TASK BRIEF:
Your answer should reproduce every line of the material in which the word "network" occurs.

MATERIAL PROVIDED:
--*--

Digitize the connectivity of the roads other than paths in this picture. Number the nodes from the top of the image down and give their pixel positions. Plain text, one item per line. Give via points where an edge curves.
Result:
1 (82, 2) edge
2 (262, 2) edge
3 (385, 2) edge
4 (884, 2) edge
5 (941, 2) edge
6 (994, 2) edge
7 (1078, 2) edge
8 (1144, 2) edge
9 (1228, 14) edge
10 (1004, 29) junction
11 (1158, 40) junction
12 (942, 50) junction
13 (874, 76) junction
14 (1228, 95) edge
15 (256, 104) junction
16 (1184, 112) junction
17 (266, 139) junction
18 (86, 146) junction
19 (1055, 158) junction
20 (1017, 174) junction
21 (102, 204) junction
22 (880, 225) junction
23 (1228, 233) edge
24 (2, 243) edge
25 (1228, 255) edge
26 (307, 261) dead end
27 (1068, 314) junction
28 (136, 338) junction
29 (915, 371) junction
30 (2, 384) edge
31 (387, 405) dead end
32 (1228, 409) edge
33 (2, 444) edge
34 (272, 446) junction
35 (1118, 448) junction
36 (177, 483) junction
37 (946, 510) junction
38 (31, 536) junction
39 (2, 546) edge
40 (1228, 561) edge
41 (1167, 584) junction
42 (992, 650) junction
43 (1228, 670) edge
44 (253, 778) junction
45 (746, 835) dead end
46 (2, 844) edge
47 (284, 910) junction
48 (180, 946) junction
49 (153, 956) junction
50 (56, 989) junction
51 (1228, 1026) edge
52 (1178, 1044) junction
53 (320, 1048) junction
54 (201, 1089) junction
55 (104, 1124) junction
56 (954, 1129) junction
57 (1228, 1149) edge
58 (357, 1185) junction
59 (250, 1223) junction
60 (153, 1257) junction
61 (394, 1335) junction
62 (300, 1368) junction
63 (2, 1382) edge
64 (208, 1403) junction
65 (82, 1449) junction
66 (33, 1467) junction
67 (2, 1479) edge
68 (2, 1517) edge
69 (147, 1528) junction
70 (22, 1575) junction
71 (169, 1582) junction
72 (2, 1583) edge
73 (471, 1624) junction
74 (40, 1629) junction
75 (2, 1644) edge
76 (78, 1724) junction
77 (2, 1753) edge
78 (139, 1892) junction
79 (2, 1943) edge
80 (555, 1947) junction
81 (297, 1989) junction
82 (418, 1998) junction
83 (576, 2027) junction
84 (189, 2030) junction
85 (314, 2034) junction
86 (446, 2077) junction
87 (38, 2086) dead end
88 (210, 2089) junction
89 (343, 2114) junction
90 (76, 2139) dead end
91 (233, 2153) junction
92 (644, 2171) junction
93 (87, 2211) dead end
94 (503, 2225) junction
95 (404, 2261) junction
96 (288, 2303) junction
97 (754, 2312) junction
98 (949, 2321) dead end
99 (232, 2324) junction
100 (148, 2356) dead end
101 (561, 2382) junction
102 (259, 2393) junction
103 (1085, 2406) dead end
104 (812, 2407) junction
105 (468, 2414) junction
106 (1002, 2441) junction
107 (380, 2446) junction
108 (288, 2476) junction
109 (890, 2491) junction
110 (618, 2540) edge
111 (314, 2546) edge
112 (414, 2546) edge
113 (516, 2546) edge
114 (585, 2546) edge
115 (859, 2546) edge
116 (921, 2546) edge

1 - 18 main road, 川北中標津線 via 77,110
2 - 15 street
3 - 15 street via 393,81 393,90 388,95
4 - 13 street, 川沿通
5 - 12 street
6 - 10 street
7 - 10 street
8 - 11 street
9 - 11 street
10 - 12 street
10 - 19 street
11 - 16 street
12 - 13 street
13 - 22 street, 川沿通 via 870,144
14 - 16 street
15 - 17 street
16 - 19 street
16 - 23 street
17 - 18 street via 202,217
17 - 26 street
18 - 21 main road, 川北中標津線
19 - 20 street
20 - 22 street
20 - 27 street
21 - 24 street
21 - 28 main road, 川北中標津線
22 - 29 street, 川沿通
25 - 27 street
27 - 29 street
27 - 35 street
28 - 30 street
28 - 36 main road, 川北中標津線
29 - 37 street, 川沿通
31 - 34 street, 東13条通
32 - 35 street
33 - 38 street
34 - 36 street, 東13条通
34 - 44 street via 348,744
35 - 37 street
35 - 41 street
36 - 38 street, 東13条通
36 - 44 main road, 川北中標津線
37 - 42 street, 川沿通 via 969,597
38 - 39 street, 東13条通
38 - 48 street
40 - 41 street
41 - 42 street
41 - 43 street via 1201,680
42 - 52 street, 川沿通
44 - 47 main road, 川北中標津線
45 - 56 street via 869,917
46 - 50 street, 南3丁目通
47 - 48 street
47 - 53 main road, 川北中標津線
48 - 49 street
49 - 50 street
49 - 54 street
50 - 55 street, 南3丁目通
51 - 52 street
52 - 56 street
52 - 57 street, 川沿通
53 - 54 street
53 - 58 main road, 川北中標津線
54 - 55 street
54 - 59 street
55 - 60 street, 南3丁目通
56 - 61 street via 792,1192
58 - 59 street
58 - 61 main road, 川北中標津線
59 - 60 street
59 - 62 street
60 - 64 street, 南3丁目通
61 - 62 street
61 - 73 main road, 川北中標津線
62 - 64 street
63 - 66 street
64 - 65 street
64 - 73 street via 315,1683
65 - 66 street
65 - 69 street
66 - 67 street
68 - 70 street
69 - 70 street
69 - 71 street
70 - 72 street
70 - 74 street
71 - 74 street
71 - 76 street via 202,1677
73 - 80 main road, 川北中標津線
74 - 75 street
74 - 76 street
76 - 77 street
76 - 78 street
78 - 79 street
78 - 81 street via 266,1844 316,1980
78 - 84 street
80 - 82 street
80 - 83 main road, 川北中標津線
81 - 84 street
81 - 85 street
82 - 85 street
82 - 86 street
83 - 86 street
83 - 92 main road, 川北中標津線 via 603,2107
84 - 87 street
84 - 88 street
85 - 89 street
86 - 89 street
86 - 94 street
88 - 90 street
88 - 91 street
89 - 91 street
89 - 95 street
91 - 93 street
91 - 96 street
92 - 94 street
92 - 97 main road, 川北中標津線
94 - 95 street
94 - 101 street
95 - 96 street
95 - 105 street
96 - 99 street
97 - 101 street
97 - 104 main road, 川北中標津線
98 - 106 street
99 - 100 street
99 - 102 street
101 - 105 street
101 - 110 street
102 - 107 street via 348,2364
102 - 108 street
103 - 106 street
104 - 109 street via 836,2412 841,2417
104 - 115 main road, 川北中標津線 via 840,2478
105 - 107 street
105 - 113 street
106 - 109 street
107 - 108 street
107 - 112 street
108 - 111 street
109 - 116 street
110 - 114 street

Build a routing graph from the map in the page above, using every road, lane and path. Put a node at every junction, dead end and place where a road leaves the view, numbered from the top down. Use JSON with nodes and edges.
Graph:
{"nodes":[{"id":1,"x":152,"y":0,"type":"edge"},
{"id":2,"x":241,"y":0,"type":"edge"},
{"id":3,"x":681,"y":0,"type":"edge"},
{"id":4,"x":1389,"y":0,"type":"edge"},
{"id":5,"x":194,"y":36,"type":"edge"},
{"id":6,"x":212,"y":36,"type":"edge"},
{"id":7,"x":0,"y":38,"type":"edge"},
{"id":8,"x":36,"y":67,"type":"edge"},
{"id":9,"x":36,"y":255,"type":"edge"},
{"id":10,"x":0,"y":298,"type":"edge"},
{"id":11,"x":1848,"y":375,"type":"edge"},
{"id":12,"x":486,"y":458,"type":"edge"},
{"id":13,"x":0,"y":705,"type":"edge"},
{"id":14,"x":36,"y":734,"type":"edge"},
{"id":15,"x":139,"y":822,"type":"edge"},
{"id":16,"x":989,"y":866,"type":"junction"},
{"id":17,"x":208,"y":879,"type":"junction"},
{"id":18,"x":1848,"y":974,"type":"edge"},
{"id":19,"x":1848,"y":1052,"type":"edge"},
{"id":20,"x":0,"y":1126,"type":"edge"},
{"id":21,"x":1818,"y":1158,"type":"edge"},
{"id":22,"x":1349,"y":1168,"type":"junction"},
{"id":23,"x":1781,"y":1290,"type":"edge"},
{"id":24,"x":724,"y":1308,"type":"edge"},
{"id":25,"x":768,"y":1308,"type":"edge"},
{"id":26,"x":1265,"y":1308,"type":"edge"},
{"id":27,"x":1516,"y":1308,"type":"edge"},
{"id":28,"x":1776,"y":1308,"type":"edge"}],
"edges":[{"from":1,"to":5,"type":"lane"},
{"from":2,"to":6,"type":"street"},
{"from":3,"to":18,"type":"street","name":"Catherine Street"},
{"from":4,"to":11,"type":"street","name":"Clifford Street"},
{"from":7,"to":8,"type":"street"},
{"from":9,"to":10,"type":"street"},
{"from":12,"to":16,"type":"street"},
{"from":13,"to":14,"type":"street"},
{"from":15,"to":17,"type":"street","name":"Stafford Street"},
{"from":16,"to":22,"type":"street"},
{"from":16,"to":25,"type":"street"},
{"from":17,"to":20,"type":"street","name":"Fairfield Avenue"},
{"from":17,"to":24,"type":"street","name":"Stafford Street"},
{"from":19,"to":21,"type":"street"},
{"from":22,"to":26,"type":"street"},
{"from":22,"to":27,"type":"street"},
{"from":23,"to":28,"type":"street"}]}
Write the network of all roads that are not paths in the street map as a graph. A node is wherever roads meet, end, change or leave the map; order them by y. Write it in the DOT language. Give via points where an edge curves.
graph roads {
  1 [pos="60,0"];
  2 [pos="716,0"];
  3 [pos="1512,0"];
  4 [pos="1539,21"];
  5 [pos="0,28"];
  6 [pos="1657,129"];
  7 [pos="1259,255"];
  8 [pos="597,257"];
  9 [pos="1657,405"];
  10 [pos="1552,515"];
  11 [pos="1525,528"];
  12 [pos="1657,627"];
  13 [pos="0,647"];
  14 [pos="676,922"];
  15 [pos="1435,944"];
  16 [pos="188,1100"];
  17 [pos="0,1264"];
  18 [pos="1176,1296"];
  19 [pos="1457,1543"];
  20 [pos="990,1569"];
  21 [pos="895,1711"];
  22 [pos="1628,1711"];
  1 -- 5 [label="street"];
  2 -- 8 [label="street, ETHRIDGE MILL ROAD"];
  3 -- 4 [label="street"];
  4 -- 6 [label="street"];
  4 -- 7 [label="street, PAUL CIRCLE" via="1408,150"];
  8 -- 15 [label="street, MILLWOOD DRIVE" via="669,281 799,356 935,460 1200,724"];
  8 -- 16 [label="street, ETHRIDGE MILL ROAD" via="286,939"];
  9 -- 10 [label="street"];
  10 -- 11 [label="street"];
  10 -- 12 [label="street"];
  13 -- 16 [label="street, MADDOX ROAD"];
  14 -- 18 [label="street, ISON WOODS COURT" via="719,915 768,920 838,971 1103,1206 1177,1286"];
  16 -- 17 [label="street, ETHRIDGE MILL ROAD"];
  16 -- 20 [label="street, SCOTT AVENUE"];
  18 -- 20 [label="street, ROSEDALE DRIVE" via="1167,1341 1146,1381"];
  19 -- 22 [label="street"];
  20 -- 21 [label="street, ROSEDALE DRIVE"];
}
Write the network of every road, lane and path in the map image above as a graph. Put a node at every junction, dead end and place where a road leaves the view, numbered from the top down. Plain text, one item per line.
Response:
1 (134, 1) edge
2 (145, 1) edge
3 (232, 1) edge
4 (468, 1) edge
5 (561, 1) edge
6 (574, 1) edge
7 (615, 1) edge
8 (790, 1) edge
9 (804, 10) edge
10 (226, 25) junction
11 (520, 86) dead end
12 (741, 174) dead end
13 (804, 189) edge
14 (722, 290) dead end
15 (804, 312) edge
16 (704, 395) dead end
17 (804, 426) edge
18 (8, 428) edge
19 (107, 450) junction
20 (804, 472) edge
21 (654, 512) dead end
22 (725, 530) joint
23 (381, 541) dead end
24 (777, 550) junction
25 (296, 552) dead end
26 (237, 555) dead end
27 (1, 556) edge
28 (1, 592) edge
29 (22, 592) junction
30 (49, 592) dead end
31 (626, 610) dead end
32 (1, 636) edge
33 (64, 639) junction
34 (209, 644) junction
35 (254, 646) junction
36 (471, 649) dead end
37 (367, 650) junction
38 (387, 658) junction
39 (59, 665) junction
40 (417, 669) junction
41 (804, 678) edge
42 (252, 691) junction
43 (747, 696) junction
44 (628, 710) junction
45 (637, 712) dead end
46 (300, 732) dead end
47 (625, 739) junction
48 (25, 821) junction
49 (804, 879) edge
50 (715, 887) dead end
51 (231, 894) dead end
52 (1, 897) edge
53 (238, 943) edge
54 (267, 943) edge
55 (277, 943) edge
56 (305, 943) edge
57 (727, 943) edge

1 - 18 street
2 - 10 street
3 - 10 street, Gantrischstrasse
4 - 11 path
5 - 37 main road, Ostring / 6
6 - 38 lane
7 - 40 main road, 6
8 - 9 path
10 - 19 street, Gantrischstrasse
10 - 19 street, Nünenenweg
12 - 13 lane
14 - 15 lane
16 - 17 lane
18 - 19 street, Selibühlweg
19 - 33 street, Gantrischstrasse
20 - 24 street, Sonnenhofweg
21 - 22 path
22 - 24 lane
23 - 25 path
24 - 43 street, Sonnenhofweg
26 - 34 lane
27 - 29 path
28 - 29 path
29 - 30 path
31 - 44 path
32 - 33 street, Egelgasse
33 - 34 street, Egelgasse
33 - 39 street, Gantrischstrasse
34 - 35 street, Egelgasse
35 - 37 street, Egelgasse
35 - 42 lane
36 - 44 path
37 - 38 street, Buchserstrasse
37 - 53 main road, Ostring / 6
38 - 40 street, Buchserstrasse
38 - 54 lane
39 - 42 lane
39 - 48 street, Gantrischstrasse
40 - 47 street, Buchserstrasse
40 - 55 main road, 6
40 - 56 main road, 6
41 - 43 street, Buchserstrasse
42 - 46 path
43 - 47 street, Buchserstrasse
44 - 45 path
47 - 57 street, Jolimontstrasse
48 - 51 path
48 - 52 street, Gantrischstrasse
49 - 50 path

--*--

ANSWER FOR THE TASK:
Write the network of all roads that are not paths in the street map as a graph. A node is wherever roads meet, end, change or leave the map; order them by y. Write it in the DOT language. Give via points where an edge curves.
Write the network of every road, lane and path in the map image above as a graph. Put a node at every junction, dead end and place where a road leaves the view, numbered from the top down. Plain text, one item per line.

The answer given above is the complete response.